■ **DIRECTIONS FOR THIS TASK**: This exercise needs all of the entries set down again, exactly as they read.

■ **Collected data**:
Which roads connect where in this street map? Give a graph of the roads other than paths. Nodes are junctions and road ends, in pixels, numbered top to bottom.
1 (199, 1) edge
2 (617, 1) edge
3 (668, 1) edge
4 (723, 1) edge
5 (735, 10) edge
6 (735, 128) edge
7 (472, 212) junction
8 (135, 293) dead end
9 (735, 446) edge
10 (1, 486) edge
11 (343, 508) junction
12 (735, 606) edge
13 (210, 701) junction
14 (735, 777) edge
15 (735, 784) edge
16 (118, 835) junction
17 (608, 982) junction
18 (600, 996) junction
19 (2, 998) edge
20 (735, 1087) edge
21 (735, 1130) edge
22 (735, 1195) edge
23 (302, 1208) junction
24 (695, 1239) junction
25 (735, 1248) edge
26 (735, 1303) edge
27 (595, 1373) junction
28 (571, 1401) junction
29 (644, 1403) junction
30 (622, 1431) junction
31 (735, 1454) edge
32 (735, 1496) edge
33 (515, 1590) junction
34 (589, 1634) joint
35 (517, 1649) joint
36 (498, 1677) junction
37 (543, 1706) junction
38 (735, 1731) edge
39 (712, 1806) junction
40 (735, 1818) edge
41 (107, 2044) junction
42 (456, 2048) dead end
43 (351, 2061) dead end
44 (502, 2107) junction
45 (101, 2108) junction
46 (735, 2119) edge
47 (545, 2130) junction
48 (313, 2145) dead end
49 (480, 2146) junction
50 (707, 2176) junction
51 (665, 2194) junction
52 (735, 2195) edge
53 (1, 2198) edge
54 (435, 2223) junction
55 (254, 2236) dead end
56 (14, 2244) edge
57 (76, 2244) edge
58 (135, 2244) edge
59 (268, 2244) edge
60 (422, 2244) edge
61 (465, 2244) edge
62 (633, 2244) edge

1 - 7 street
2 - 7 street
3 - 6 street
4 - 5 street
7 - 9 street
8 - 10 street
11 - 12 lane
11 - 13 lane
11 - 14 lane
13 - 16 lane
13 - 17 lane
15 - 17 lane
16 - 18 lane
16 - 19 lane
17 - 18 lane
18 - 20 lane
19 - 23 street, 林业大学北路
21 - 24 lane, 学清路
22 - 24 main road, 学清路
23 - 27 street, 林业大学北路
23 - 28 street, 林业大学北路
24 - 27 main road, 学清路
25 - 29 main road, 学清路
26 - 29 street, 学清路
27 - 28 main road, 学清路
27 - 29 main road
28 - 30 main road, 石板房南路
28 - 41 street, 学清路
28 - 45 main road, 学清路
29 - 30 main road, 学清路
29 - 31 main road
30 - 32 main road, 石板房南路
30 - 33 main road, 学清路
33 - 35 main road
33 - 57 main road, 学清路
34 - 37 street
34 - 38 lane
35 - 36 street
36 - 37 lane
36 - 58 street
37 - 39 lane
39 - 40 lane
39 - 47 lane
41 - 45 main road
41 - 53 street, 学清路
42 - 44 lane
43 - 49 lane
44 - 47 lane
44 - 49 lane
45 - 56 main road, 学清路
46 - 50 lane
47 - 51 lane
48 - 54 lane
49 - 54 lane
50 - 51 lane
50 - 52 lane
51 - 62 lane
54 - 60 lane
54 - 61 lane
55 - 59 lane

■ **ANSWER FOR THIS EXERCISE**:
Which roads connect where in this street map? Give a graph of the roads other than paths. Nodes are junctions and road ends, in pixels, numbered top to bottom.
1 (199, 1) edge
2 (617, 1) edge
3 (668, 1) edge
4 (723, 1) edge
5 (735, 10) edge
6 (735, 128) edge
7 (472, 212) junction
8 (135, 293) dead end
9 (735, 446) edge
10 (1, 486) edge
11 (343, 508) junction
12 (735, 606) edge
13 (210, 701) junction
14 (735, 777) edge
15 (735, 784) edge
16 (118, 835) junction
17 (608, 982) junction
18 (600, 996) junction
19 (2, 998) edge
20 (735, 1087) edge
21 (735, 1130) edge
22 (735, 1195) edge
23 (302, 1208) junction
24 (695, 1239) junction
25 (735, 1248) edge
26 (735, 1303) edge
27 (595, 1373) junction
28 (571, 1401) junction
29 (644, 1403) junction
30 (622, 1431) junction
31 (735, 1454) edge
32 (735, 1496) edge
33 (515, 1590) junction
34 (589, 1634) joint
35 (517, 1649) joint
36 (498, 1677) junction
37 (543, 1706) junction
38 (735, 1731) edge
39 (712, 1806) junction
40 (735, 1818) edge
41 (107, 2044) junction
42 (456, 2048) dead end
43 (351, 2061) dead end
44 (502, 2107) junction
45 (101, 2108) junction
46 (735, 2119) edge
47 (545, 2130) junction
48 (313, 2145) dead end
49 (480, 2146) junction
50 (707, 2176) junction
51 (665, 2194) junction
52 (735, 2195) edge
53 (1, 2198) edge
54 (435, 2223) junction
55 (254, 2236) dead end
56 (14, 2244) edge
57 (76, 2244) edge
58 (135, 2244) edge
59 (268, 2244) edge
60 (422, 2244) edge
61 (465, 2244) edge
62 (633, 2244) edge

1 - 7 street
2 - 7 street
3 - 6 street
4 - 5 street
7 - 9 street
8 - 10 street
11 - 12 lane
11 - 13 lane
11 - 14 lane
13 - 16 lane
13 - 17 lane
15 - 17 lane
16 - 18 lane
16 - 19 lane
17 - 18 lane
18 - 20 lane
19 - 23 street, 林业大学北路
21 - 24 lane, 学清路
22 - 24 main road, 学清路
23 - 27 street, 林业大学北路
23 - 28 street, 林业大学北路
24 - 27 main road, 学清路
25 - 29 main road, 学清路
26 - 29 street, 学清路
27 - 28 main road, 学清路
27 - 29 main road
28 - 30 main road, 石板房南路
28 - 41 street, 学清路
28 - 45 main road, 学清路
29 - 30 main road, 学清路
29 - 31 main road
30 - 32 main road, 石板房南路
30 - 33 main road, 学清路
33 - 35 main road
33 - 57 main road, 学清路
34 - 37 street
34 - 38 lane
35 - 36 street
36 - 37 lane
36 - 58 street
37 - 39 lane
39 - 40 lane
39 - 47 lane
41 - 45 main road
41 - 53 street, 学清路
42 - 44 lane
43 - 49 lane
44 - 47 lane
44 - 49 lane
45 - 56 main road, 学清路
46 - 50 lane
47 - 51 lane
48 - 54 lane
49 - 54 lane
50 - 51 lane
50 - 52 lane
51 - 62 lane
54 - 60 lane
54 - 61 lane
55 - 59 lane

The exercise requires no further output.